À compter de jeudi prochain, la voiture à basse vitesse (VBV) électrique sera autorisée à circuler sur certaines voies publiques du Québec. Mais elle risque d'être aussi silencieuse sur la route que discrète sur le marché puisque trois grands obstacles - toujours les mêmes - se dressent sur son chemin: son prix élevé, son autonomie insuffisante et, surtout, une difficile adéquation aux contraintes urbaines actuelles.

La ministre des Transports, Julie Boulet, l'avait annoncé et elle tient promesse. Dès le 17 juillet, la voiture à basse vitesse (VBV) électrique arrivera en ville. Et nulle part ailleurs. En effet, il lui sera permis de circuler uniquement sur des routes où la vitesse maximale est de 50 km/h et à la condition qu'elle ne s'attaque pas à des pentes de plus de 15 degrés - vous avez une boussole d'inclinaison dans votre poche? - sous peine de manquer de souffle et de s'appuyer sur le pare-chocs de la voiture qui la précède. Elle devra en outre avoir un triangle rouge à l'arrière, comme un tracteur, et circuler à droite, sauf si elle doit virer à gauche. Et n'abordons pas la question de la sécurité passive, elle est totalement inexistante. Toujours intéressé?

L'ennui avec ce projet pilote d'une durée de trois ans est qu'il renvoie aux consommateurs l'image d'une voiture électrique totalement obsolète. En effet, le ministère des Transports du Québec propose aux citoyens un véhicule électrique aussi performant qu'une voiture à essence des années 20. En d'autres mots : un véhicule qui s'est heurté et se heurtera toujours à des inconvénients majeurs: la faible autonomie et le coût des batteries, ainsi que le temps de recharge important.

Bref, à moins de trouver le moyen de le faire circuler au bout d'un fil, on voit mal comment le véhicule tout électrique peut s'imposer et susciter la convoitise, même du plus écologique des consommateurs. D'autant plus qu'il est peu compatible avec l'idée que l'on se fait d'un moyen de transport individuel, toujours accessible, fort d'un bon rayon d'action et de performances satisfaisantes et que tout le monde peut acquérir à prix raisonnable.

Utilisation professionnelle

En proposant des véhicules à des prix variant de 16 000 à 25 000$, les deux constructeurs autorisés par le ministère des Transports du Québec - Zenn et Nemo - savent qu'ils mettent la barre très haut. Pour le moment, on considère que le seul véritable marché est celui des utilisations professionnelles. Lesquelles? Les sociétés de distribution, les sites de villégiature ou les aéroports, pour ne nommer qu'eux, pourraient avoir intérêt à intégrer à leur parc des véhicules électriques limités à de si courts trajets.

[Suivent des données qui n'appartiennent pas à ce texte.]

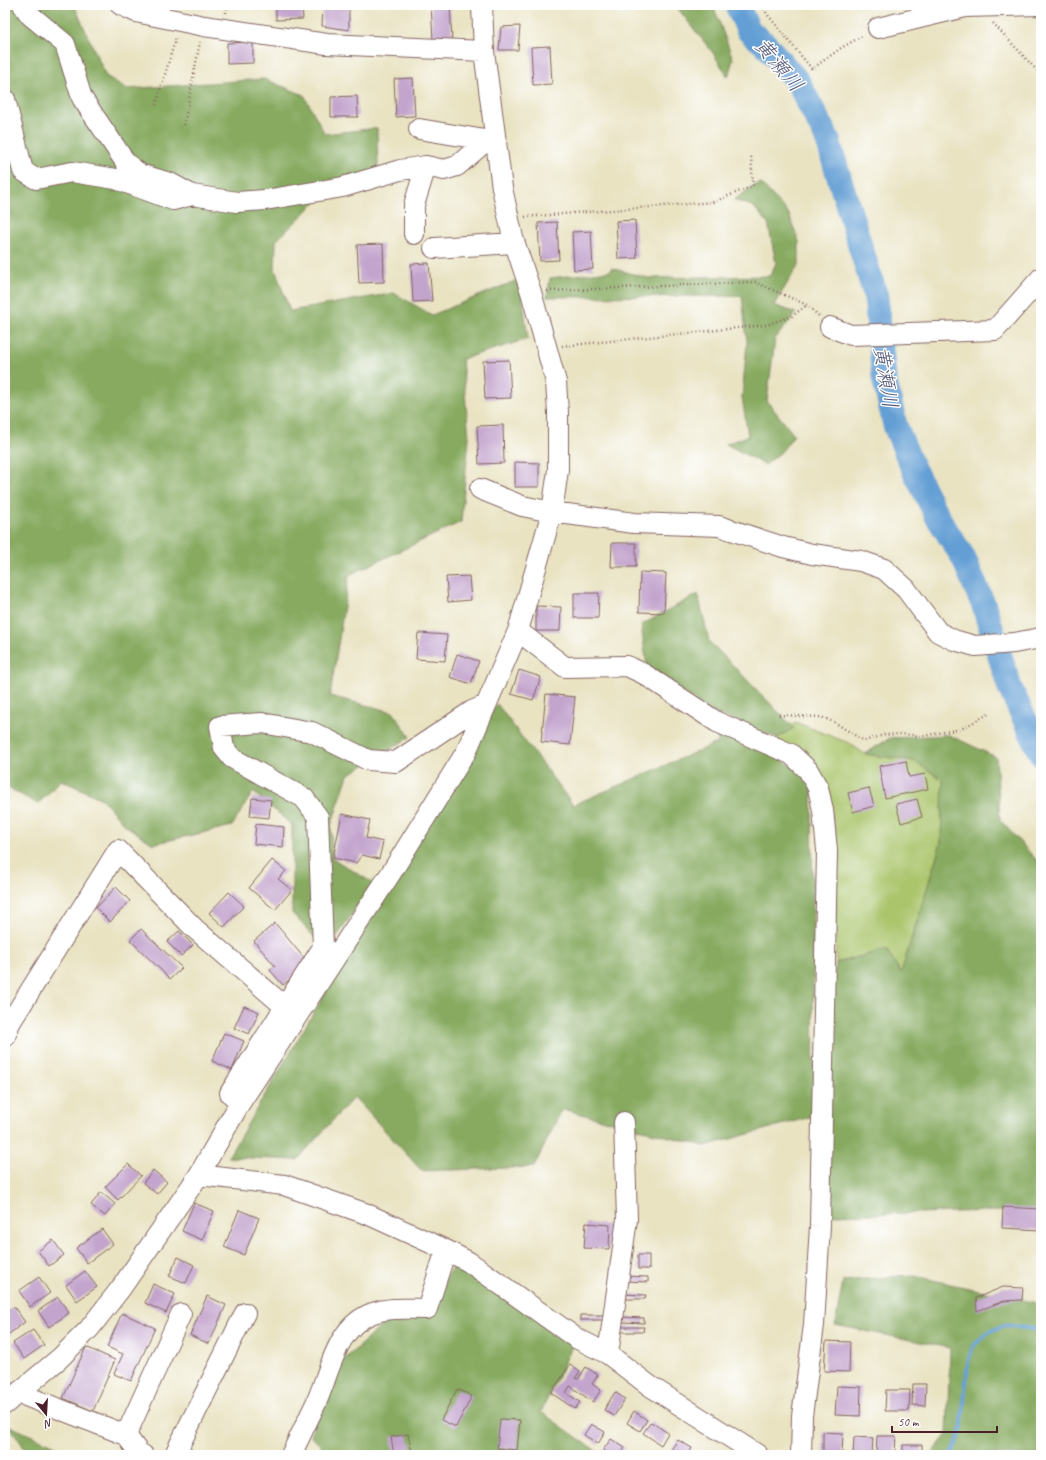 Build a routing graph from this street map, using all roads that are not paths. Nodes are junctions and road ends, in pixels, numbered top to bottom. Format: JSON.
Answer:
{"nodes":[{"id":1,"x":23,"y":5,"type":"edge"},
{"id":2,"x":121,"y":5,"type":"edge"},
{"id":3,"x":482,"y":5,"type":"edge"},
{"id":4,"x":1041,"y":5,"type":"edge"},
{"id":5,"x":878,"y":28,"type":"road end"},
{"id":6,"x":484,"y":51,"type":"junction"},
{"id":7,"x":5,"y":98,"type":"edge"},
{"id":8,"x":419,"y":129,"type":"dead end"},
{"id":9,"x":490,"y":137,"type":"junction"},
{"id":10,"x":426,"y":166,"type":"junction"},
{"id":11,"x":192,"y":195,"type":"junction"},
{"id":12,"x":414,"y":234,"type":"dead end"},
{"id":13,"x":514,"y":244,"type":"junction"},
{"id":14,"x":434,"y":248,"type":"dead end"},
{"id":15,"x":1041,"y":278,"type":"edge"},
{"id":16,"x":830,"y":327,"type":"road end"},
{"id":17,"x":480,"y":489,"type":"dead end"},
{"id":18,"x":552,"y":512,"type":"junction"},
{"id":19,"x":518,"y":631,"type":"junction"},
{"id":20,"x":1041,"y":638,"type":"edge"},
{"id":21,"x":486,"y":705,"type":"junction"},
{"id":22,"x":284,"y":1006,"type":"junction"},
{"id":23,"x":5,"y":1037,"type":"edge"},
{"id":24,"x":240,"y":1103,"type":"junction"},
{"id":25,"x":624,"y":1122,"type":"dead end"},
{"id":26,"x":199,"y":1175,"type":"junction"},
{"id":27,"x":446,"y":1250,"type":"junction"},
{"id":28,"x":245,"y":1313,"type":"dead end"},
{"id":29,"x":181,"y":1314,"type":"dead end"},
{"id":30,"x":608,"y":1354,"type":"junction"},
{"id":31,"x":11,"y":1398,"type":"edge"},
{"id":32,"x":126,"y":1436,"type":"junction"},
{"id":33,"x":177,"y":1454,"type":"edge"},
{"id":34,"x":143,"y":1455,"type":"edge"},
{"id":35,"x":291,"y":1455,"type":"edge"},
{"id":36,"x":758,"y":1455,"type":"edge"},
{"id":37,"x":801,"y":1455,"type":"edge"}],
"edges":[{"from":1,"to":11,"type":"street"},
{"from":2,"to":6,"type":"street"},
{"from":3,"to":6,"type":"street"},
{"from":4,"to":5,"type":"street"},
{"from":6,"to":9,"type":"street"},
{"from":7,"to":11,"type":"street"},
{"from":8,"to":9,"type":"street"},
{"from":9,"to":10,"type":"street"},
{"from":9,"to":13,"type":"street"},
{"from":10,"to":11,"type":"street"},
{"from":10,"to":12,"type":"street"},
{"from":13,"to":14,"type":"street"},
{"from":13,"to":18,"type":"street"},
{"from":15,"to":16,"type":"street"},
{"from":17,"to":18,"type":"street"},
{"from":18,"to":19,"type":"street"},
{"from":18,"to":20,"type":"street"},
{"from":19,"to":21,"type":"street"},
{"from":19,"to":37,"type":"street"},
{"from":21,"to":22,"type":"street"},
{"from":21,"to":24,"type":"street"},
{"from":22,"to":23,"type":"street"},
{"from":22,"to":24,"type":"street"},
{"from":24,"to":26,"type":"street"},
{"from":25,"to":30,"type":"street"},
{"from":26,"to":27,"type":"street"},
{"from":26,"to":31,"type":"street"},
{"from":27,"to":30,"type":"street"},
{"from":27,"to":35,"type":"street"},
{"from":28,"to":33,"type":"street"},
{"from":29,"to":32,"type":"street"},
{"from":30,"to":36,"type":"street"},
{"from":31,"to":32,"type":"street"},
{"from":32,"to":34,"type":"street"}]} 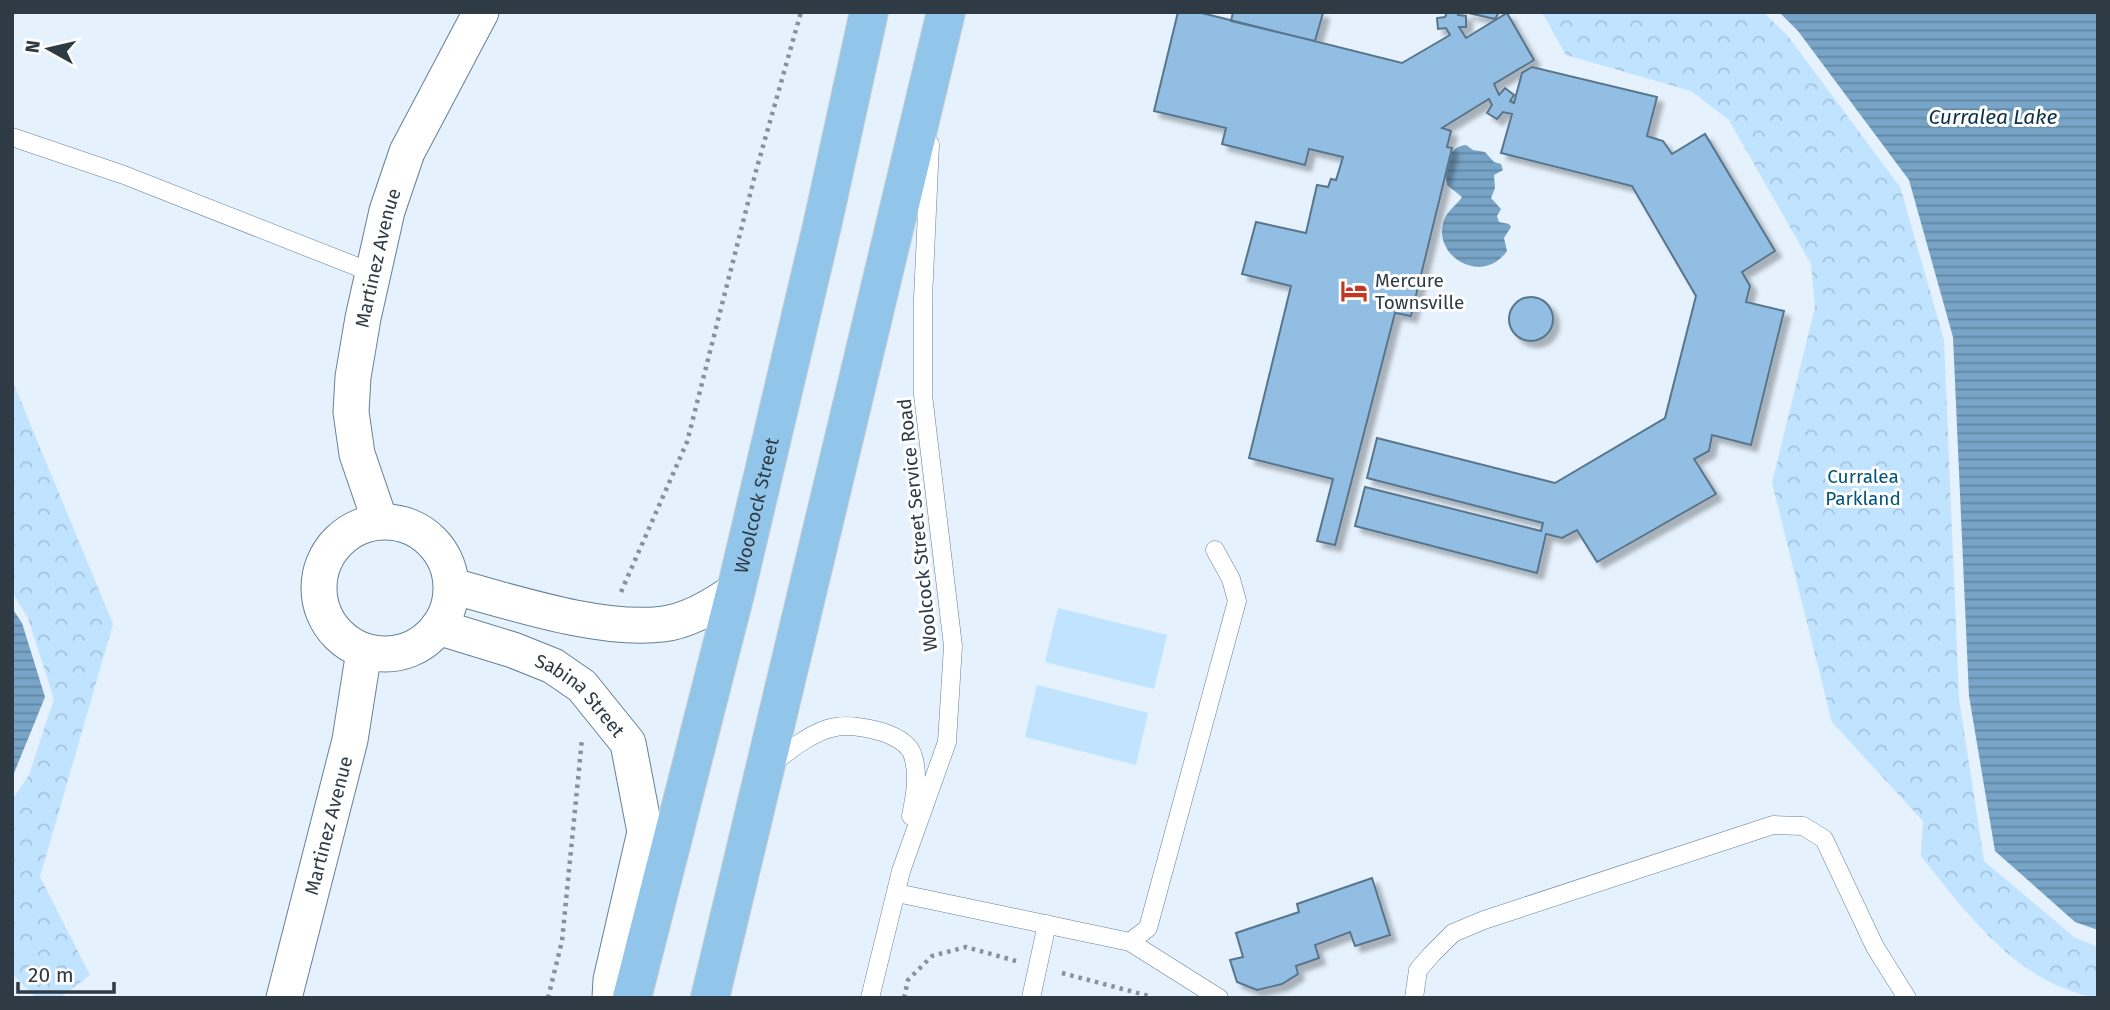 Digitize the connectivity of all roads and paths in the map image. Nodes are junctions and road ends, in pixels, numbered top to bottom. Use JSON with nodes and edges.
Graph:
{"nodes":[{"id":1,"x":481,"y":12,"type":"edge"},
{"id":2,"x":801,"y":12,"type":"edge"},
{"id":3,"x":869,"y":12,"type":"edge"},
{"id":4,"x":946,"y":12,"type":"edge"},
{"id":5,"x":932,"y":78,"type":"junction"},
{"id":6,"x":12,"y":136,"type":"edge"},
{"id":7,"x":373,"y":273,"type":"junction"},
{"id":8,"x":380,"y":521,"type":"junction"},
{"id":9,"x":1215,"y":550,"type":"dead end"},
{"id":10,"x":452,"y":586,"type":"junction"},
{"id":11,"x":736,"y":590,"type":"junction"},
{"id":12,"x":613,"y":622,"type":"junction"},
{"id":13,"x":438,"y":627,"type":"junction"},
{"id":14,"x":365,"y":651,"type":"junction"},
{"id":15,"x":591,"y":697,"type":"junction"},
{"id":16,"x":766,"y":770,"type":"junction"},
{"id":17,"x":901,"y":871,"type":"junction"},
{"id":18,"x":897,"y":893,"type":"junction"},
{"id":19,"x":1047,"y":924,"type":"junction"},
{"id":20,"x":1130,"y":942,"type":"junction"},
{"id":21,"x":932,"y":956,"type":"dead end"},
{"id":22,"x":284,"y":998,"type":"edge"},
{"id":23,"x":548,"y":998,"type":"edge"},
{"id":24,"x":610,"y":998,"type":"edge"},
{"id":25,"x":632,"y":998,"type":"edge"},
{"id":26,"x":710,"y":998,"type":"edge"},
{"id":27,"x":870,"y":998,"type":"edge"},
{"id":28,"x":904,"y":998,"type":"edge"},
{"id":29,"x":1031,"y":998,"type":"edge"},
{"id":30,"x":1219,"y":998,"type":"edge"},
{"id":31,"x":1414,"y":998,"type":"edge"},
{"id":32,"x":1907,"y":998,"type":"edge"}],
"edges":[{"from":1,"to":7,"type":"street","name":"Martinez Avenue"},
{"from":2,"to":12,"type":"path"},
{"from":3,"to":11,"type":"main road","name":"Woolcock Street"},
{"from":4,"to":5,"type":"main road"},
{"from":5,"to":16,"type":"main road"},
{"from":5,"to":17,"type":"lane","name":"Woolcock Street Service Road"},
{"from":6,"to":7,"type":"lane"},
{"from":7,"to":8,"type":"street","name":"Martinez Avenue"},
{"from":8,"to":10,"type":"street"},
{"from":8,"to":14,"type":"street"},
{"from":9,"to":20,"type":"lane"},
{"from":10,"to":12,"type":"street"},
{"from":10,"to":13,"type":"street"},
{"from":11,"to":12,"type":"street"},
{"from":11,"to":25,"type":"main road","name":"Woolcock Street"},
{"from":13,"to":14,"type":"street"},
{"from":13,"to":15,"type":"street","name":"Sabina Street"},
{"from":14,"to":22,"type":"street","name":"Martinez Avenue"},
{"from":15,"to":23,"type":"path"},
{"from":15,"to":24,"type":"street","name":"Sabina Street"},
{"from":16,"to":17,"type":"lane"},
{"from":16,"to":26,"type":"main road"},
{"from":17,"to":18,"type":"lane","name":"Woolcock Street Service Road"},
{"from":18,"to":19,"type":"lane"},
{"from":18,"to":27,"type":"lane","name":"Woolcock Street Service Road"},
{"from":19,"to":20,"type":"lane"},
{"from":19,"to":29,"type":"lane"},
{"from":20,"to":30,"type":"lane"},
{"from":21,"to":28,"type":"path"},
{"from":31,"to":32,"type":"lane"}]} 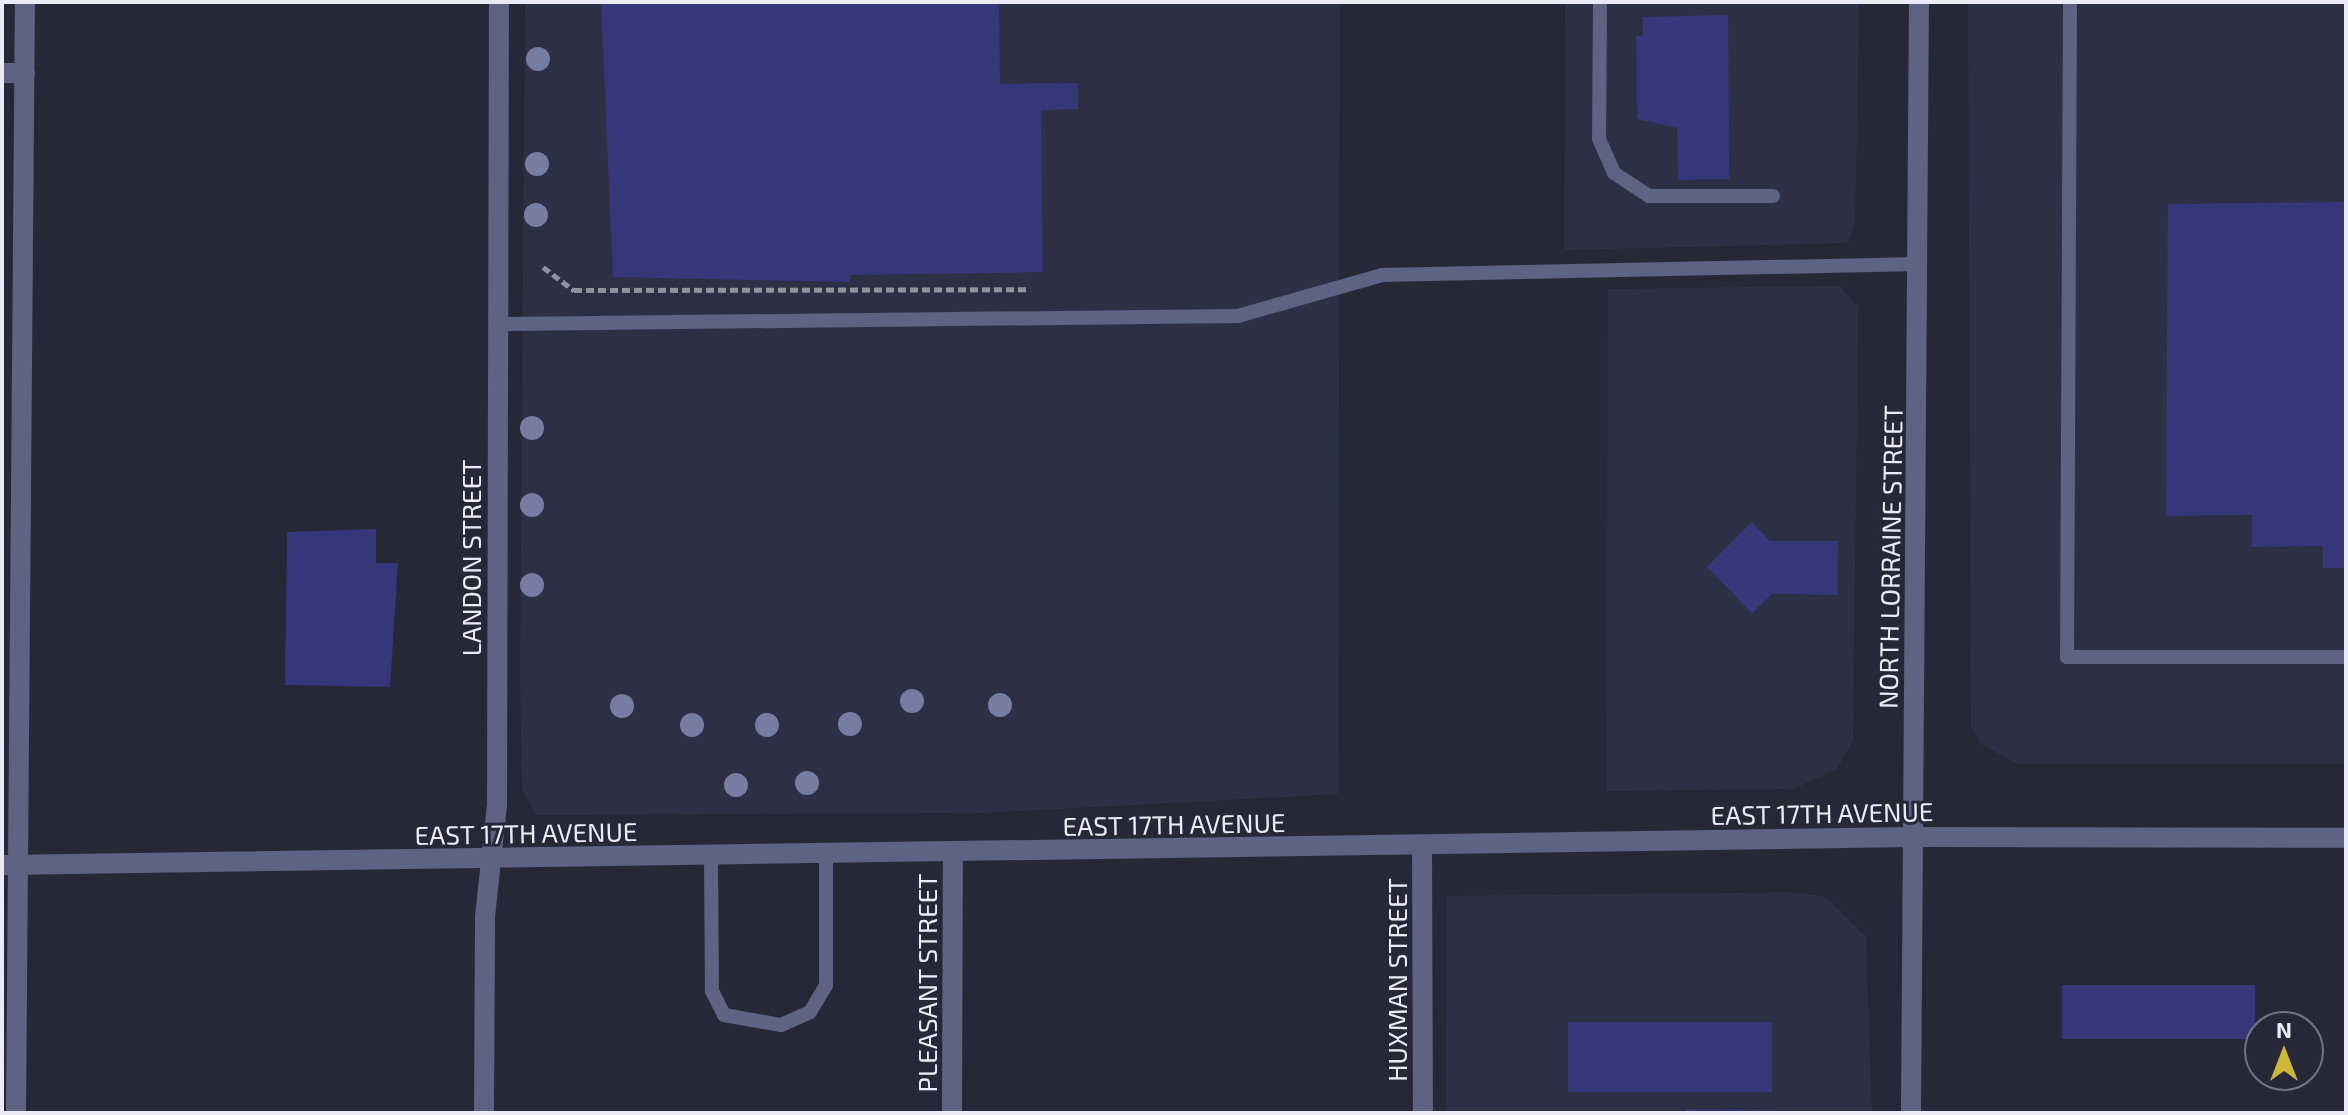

Bien qu'insuffisante, l'autonomie des voitures électriques à basse vitesse (une soixantaine de kilomètres au maximum) n'empêche pas leur utilisation professionnelle. Les véhicules électriques, qui ne se posent pas en concurrents mais en compléments des véhicules «classiques», semblent a priori bien adaptés à ces déplacements à la condition de ne pas faire face à un imprévu, à une surface trop pentue ou à des températures polaires.

Paradoxalement, c'est lorsqu'elle ne se déplace pas que la voiture électrique risque de faire face aux difficultés les plus grandes. Où, en effet, recharger les batteries? À la maison, au bureau?

Une crainte supplémentaire est formulée sur le site Internet de Transports Canada, qui rappelle qu'il «n'encourage pas l'utilisation de véhicules à basse vitesse (VBV) tout électriques sur les routes publiques, car ils roulent beaucoup plus lentement et ne sont pas aussi sécuritaires que les véhicules ordinaires». Avec une vitesse maximale de 40 km/h, plusieurs automobilistes les percevront en effet comme une nuisance dans la circulation. Un vélo ou une moto, passe toujours, mais une auto? Aurez-vous la patience? Pas la peine de répondre.

Pour toutes ces raisons, ce projet pilote d'une durée de trois ans (on fait quoi avec l'auto, après?) s'en va droit dans le mur, et ce, même dans la perspective où une subvention était accordée à ses utilisateurs. Chose certaine, Julie Boulet vient d'écrire le scénario parfait pour donner envie au réalisateur américain Chris Paine de tourner une suite à son documentaire un peu tordu Who Killed the Electric Car?